> [Stored items]:
************

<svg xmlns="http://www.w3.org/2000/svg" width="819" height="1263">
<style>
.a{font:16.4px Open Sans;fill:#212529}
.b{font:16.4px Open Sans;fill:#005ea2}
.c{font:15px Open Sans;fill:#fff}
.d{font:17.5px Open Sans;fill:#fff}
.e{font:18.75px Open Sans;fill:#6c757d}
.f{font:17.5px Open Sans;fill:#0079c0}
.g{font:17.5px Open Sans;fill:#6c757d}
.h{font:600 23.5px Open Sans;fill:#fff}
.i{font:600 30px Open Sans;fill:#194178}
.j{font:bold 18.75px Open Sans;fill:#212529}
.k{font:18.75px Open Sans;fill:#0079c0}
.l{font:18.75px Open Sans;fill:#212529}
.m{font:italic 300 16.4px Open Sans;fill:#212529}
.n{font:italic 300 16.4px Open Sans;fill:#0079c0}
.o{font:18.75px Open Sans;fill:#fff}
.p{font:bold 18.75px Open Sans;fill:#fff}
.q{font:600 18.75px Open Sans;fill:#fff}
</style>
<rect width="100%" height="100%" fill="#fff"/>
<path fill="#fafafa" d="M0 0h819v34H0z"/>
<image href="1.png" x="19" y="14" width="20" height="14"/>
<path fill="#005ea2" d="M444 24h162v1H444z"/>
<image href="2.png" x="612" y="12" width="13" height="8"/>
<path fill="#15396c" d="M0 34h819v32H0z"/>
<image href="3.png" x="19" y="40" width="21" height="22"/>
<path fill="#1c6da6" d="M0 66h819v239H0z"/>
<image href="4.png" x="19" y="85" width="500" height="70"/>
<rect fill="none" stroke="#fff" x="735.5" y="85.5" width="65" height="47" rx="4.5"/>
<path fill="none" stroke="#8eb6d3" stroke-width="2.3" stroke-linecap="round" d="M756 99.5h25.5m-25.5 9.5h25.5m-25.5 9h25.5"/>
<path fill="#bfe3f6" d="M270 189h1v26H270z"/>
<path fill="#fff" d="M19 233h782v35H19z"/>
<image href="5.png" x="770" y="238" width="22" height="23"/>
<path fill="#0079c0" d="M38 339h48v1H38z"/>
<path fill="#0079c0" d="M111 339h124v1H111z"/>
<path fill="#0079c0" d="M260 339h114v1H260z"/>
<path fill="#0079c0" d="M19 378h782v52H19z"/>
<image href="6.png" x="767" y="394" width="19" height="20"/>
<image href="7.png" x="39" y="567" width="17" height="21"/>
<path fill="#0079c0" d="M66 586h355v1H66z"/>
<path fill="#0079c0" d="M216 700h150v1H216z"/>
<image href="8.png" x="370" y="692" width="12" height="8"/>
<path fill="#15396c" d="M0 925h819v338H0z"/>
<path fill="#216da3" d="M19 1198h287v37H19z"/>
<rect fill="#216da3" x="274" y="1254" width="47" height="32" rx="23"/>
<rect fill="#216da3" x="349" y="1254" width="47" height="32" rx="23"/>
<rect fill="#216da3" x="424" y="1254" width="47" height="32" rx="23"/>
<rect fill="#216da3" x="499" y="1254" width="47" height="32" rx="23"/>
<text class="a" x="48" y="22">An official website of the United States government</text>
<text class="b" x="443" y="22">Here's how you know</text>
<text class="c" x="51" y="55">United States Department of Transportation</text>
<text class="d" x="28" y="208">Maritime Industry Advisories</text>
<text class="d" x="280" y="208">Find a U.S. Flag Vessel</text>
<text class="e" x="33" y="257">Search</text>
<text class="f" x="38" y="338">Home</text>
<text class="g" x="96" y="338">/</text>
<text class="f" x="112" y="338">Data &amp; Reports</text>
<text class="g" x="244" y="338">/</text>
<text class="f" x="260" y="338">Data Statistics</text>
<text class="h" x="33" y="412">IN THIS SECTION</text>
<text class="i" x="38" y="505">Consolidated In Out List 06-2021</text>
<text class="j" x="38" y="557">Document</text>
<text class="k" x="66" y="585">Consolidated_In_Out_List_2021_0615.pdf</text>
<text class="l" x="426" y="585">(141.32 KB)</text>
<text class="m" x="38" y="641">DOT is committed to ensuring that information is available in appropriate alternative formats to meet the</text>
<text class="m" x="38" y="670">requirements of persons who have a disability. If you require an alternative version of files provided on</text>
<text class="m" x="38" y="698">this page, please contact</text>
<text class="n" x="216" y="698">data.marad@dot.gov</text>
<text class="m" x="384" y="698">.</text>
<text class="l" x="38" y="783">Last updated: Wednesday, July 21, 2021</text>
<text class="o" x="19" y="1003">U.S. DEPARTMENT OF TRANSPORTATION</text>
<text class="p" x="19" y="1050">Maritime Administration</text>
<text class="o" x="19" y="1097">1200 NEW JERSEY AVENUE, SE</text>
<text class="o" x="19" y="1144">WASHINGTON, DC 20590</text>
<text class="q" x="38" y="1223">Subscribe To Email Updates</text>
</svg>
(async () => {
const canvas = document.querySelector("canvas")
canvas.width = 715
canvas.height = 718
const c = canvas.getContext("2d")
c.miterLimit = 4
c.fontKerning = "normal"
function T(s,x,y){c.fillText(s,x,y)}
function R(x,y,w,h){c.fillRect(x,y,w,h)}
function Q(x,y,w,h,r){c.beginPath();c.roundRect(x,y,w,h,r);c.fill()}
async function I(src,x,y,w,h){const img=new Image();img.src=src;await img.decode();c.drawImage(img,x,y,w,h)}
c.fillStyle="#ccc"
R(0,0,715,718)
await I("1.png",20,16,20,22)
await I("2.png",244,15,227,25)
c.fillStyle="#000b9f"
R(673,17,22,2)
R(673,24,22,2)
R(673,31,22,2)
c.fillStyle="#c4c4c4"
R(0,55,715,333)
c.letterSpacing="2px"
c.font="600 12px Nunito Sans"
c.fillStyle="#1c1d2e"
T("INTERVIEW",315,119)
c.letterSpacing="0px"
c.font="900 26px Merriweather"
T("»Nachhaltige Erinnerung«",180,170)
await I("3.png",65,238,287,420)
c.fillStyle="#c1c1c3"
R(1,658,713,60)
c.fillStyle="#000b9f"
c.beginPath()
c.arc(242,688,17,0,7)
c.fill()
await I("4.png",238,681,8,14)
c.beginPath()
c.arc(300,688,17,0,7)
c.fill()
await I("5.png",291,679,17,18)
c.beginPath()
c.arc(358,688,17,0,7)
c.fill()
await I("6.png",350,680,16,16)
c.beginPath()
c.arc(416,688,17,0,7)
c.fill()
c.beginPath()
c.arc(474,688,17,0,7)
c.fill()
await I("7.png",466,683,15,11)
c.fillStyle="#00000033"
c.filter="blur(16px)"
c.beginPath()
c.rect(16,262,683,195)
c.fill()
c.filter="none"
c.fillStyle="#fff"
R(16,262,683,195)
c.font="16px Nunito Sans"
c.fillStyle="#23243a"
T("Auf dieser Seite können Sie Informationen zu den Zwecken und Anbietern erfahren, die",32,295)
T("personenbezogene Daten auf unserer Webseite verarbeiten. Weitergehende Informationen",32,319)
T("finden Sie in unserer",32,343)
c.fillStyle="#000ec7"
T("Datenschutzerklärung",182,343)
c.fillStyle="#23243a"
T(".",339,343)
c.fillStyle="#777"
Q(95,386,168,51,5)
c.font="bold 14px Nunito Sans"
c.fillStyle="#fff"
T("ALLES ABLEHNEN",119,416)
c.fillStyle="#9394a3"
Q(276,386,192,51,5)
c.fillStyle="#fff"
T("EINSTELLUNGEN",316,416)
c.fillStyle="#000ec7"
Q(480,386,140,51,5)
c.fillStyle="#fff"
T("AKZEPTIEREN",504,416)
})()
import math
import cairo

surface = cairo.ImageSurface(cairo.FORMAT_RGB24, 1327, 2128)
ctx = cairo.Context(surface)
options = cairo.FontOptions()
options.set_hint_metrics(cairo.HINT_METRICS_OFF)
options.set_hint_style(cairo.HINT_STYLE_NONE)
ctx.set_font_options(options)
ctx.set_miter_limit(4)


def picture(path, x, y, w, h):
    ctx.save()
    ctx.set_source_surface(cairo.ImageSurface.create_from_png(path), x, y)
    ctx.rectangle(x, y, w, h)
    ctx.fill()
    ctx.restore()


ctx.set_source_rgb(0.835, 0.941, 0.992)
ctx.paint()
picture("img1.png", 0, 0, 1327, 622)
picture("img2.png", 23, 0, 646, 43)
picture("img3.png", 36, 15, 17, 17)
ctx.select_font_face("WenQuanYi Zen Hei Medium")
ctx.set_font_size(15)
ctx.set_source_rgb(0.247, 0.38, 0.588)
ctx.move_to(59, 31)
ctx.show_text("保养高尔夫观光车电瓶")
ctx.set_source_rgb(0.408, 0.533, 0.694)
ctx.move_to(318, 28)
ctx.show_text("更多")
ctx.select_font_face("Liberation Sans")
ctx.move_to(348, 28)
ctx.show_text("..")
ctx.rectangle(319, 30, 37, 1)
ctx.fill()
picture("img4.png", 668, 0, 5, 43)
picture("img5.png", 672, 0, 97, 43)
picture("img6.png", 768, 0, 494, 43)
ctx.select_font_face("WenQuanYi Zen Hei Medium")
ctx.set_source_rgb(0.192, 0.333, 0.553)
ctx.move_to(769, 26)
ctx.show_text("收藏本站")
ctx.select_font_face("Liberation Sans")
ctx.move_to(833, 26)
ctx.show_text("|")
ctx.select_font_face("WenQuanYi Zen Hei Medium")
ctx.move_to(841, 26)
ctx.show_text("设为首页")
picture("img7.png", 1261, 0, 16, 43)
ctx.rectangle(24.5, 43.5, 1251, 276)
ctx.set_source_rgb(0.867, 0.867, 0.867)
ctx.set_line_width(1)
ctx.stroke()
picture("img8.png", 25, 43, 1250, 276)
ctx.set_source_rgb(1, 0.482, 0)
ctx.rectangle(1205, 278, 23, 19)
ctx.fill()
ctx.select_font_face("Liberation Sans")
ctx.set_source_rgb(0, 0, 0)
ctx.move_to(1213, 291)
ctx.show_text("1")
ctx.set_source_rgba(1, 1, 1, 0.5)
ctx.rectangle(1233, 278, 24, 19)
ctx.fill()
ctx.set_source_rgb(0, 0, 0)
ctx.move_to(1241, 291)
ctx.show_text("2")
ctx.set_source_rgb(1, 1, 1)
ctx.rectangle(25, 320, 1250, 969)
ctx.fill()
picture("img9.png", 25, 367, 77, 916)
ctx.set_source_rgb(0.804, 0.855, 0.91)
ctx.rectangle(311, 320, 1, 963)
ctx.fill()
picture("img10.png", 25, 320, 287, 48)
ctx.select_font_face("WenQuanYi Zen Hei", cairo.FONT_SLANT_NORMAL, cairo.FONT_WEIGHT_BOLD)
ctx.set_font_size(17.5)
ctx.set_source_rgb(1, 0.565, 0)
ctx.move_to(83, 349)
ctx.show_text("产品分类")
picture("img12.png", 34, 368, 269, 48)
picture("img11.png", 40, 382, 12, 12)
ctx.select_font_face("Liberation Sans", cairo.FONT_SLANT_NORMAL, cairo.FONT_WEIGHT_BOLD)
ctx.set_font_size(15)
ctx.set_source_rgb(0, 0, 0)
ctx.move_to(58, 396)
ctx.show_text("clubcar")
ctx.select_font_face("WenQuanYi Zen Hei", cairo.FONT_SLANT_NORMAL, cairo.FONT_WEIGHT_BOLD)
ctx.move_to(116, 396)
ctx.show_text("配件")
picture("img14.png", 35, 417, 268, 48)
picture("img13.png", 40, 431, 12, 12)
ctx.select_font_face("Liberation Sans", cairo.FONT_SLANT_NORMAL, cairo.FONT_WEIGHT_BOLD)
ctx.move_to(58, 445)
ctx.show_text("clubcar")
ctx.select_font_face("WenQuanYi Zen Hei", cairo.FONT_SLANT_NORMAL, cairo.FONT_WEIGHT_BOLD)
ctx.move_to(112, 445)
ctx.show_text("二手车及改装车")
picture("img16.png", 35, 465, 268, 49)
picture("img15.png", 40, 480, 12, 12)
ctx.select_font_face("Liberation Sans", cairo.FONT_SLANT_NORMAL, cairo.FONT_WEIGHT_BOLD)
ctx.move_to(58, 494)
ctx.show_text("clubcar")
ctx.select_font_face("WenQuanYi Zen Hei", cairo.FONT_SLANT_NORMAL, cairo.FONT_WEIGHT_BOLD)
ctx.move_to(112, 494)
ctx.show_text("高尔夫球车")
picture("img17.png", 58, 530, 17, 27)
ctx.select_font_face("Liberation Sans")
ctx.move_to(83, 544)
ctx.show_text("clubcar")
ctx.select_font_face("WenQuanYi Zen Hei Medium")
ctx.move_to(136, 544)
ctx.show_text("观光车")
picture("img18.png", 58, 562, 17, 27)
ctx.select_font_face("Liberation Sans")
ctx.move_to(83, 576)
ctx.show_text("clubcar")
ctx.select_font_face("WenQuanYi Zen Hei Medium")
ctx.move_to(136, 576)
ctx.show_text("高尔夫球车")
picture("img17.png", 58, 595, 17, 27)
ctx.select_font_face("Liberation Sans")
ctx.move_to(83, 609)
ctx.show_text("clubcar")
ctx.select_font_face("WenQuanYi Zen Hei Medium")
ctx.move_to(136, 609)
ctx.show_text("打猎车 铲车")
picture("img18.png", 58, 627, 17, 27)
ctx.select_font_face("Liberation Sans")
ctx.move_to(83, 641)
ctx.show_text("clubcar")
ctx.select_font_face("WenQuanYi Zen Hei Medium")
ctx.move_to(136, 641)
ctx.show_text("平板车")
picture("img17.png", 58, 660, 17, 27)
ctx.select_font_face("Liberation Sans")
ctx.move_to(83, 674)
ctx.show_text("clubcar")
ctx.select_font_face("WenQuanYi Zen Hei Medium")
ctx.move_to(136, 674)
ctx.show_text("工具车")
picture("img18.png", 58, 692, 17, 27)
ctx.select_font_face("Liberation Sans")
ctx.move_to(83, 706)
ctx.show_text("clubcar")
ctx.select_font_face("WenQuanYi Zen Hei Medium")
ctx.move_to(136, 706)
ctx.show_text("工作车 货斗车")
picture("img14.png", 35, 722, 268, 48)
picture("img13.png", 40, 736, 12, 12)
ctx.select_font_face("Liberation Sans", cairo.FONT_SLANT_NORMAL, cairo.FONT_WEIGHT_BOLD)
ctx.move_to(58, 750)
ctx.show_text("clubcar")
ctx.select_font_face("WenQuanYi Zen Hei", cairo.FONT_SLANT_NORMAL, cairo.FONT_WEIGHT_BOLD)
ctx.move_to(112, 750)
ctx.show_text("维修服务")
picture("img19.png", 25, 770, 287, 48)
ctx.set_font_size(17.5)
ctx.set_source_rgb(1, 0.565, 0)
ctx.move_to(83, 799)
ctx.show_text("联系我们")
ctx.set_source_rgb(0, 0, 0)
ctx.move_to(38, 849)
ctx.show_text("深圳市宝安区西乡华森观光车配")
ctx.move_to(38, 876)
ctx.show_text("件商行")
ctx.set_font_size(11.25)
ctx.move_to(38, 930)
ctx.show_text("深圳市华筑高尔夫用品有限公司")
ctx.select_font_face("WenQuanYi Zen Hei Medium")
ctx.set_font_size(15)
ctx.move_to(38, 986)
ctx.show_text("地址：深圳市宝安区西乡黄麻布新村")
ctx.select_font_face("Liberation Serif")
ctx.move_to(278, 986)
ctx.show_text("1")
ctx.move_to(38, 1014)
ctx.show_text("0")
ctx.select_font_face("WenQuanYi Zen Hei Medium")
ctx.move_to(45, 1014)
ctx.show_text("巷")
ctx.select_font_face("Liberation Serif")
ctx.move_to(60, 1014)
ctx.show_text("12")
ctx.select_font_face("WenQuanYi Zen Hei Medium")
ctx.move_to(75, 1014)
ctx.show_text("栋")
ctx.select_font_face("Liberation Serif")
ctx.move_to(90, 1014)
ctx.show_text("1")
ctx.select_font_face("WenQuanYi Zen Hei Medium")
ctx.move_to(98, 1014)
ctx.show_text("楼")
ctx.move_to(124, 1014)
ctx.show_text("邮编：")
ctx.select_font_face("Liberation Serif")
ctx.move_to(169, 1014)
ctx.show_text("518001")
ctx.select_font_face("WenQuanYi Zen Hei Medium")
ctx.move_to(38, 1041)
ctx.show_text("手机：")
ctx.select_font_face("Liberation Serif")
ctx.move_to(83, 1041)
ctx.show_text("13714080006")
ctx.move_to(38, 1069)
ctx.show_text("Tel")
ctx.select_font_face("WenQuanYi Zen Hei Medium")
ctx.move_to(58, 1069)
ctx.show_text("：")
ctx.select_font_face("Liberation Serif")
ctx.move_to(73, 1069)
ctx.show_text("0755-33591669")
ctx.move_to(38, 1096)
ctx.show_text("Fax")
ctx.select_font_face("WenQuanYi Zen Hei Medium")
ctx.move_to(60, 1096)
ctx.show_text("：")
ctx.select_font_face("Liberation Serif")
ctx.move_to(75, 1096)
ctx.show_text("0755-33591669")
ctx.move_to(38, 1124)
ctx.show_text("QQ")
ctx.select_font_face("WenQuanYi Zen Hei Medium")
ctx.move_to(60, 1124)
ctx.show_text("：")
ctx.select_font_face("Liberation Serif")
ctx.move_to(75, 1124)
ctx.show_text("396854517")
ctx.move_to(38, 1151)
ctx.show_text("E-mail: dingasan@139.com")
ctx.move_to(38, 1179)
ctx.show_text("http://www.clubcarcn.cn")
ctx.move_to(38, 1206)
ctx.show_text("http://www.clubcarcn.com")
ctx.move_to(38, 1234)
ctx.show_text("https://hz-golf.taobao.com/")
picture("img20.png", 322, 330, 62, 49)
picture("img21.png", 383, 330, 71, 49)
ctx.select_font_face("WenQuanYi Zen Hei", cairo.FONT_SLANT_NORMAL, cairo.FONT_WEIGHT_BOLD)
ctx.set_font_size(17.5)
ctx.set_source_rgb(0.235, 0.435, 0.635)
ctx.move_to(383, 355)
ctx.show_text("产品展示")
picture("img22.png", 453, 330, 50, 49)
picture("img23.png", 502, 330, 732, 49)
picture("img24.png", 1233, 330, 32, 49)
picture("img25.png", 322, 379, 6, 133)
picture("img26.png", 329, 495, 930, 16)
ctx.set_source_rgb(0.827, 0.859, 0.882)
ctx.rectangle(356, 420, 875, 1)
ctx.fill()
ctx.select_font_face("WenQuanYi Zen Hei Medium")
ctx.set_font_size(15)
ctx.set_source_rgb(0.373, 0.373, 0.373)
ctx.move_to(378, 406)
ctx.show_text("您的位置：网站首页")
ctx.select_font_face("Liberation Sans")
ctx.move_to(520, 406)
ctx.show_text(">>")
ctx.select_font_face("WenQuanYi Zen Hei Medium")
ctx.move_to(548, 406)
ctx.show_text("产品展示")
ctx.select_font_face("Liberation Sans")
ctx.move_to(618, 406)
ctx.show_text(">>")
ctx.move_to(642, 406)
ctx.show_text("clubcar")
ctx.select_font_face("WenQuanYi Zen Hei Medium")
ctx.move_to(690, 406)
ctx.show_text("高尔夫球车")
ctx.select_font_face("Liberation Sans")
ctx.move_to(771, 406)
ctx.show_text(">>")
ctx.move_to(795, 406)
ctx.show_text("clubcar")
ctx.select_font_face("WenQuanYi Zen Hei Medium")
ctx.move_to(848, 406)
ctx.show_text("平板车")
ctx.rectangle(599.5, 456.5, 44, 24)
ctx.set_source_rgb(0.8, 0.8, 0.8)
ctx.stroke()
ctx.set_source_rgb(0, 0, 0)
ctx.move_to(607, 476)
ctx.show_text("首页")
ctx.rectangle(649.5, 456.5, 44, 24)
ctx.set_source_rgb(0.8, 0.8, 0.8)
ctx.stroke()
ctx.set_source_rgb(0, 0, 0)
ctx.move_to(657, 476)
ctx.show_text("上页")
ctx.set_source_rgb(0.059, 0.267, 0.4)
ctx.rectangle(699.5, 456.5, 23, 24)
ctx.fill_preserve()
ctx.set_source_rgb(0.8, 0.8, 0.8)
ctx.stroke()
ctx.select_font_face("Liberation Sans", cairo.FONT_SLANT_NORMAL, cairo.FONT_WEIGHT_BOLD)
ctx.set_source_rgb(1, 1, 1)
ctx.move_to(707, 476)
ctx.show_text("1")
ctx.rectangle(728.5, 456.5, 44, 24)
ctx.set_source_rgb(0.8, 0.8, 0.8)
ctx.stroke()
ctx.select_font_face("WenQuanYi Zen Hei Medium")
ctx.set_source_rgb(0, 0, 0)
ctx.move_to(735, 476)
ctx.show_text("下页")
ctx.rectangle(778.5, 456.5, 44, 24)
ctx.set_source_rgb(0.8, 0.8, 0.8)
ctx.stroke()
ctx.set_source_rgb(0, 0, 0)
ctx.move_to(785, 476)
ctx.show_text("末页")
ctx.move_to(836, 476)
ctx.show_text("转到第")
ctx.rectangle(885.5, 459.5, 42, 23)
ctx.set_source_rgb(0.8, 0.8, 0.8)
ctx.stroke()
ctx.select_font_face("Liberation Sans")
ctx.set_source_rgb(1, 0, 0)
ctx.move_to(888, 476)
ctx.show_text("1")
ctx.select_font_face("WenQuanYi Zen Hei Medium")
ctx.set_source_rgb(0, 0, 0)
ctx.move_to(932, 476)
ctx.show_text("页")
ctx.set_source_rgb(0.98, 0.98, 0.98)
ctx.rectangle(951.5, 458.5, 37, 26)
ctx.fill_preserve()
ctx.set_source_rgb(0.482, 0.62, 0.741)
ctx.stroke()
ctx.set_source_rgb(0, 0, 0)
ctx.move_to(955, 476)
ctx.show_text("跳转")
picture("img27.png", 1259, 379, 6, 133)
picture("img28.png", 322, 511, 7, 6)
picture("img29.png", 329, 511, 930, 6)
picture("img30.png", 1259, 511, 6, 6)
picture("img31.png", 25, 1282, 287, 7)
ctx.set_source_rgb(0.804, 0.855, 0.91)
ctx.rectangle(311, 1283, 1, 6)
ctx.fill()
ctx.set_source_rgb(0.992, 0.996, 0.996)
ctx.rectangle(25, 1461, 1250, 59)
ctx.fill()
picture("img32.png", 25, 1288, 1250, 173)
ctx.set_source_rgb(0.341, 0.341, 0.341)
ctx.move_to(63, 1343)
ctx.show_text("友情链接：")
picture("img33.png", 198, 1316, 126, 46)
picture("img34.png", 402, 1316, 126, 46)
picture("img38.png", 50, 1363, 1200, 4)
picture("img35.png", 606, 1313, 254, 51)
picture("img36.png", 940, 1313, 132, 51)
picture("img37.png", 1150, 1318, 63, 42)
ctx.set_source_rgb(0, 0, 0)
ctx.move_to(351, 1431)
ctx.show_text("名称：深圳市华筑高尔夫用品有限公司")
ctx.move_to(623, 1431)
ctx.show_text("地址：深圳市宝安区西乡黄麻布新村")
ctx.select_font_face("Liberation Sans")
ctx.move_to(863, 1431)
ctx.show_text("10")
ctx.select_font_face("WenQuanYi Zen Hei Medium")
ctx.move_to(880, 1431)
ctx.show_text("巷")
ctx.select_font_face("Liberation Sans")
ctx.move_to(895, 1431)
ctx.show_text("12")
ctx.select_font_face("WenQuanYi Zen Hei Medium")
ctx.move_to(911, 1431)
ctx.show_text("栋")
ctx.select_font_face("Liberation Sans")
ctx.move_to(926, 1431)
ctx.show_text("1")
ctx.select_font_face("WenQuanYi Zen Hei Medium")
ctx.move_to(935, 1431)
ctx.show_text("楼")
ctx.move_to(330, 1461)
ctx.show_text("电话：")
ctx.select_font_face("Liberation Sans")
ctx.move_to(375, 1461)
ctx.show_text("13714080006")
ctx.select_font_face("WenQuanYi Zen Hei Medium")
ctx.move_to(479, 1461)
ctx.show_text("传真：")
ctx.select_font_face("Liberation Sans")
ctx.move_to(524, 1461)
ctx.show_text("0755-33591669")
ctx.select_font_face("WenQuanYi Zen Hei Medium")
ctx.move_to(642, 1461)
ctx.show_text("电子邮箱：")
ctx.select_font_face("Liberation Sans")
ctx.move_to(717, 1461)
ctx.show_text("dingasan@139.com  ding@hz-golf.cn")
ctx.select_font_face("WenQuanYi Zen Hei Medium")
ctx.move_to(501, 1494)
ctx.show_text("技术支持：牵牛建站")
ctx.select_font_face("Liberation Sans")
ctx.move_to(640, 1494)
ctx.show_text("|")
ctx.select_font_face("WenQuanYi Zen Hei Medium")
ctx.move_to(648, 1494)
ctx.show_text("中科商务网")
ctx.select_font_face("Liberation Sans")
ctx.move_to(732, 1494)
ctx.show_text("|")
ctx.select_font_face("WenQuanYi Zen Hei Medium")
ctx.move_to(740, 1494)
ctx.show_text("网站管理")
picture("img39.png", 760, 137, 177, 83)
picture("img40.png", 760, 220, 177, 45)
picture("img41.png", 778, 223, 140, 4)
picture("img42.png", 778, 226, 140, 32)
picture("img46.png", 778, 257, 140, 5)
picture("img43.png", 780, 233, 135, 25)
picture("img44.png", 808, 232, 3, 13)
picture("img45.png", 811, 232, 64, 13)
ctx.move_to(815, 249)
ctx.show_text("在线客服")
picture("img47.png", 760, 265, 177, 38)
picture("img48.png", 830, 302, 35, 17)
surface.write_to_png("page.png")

************

Filter the data above by the word "clubcarcn" and copy every line that matches.

ctx.show_text("http://www.clubcarcn.cn")
ctx.show_text("http://www.clubcarcn.com")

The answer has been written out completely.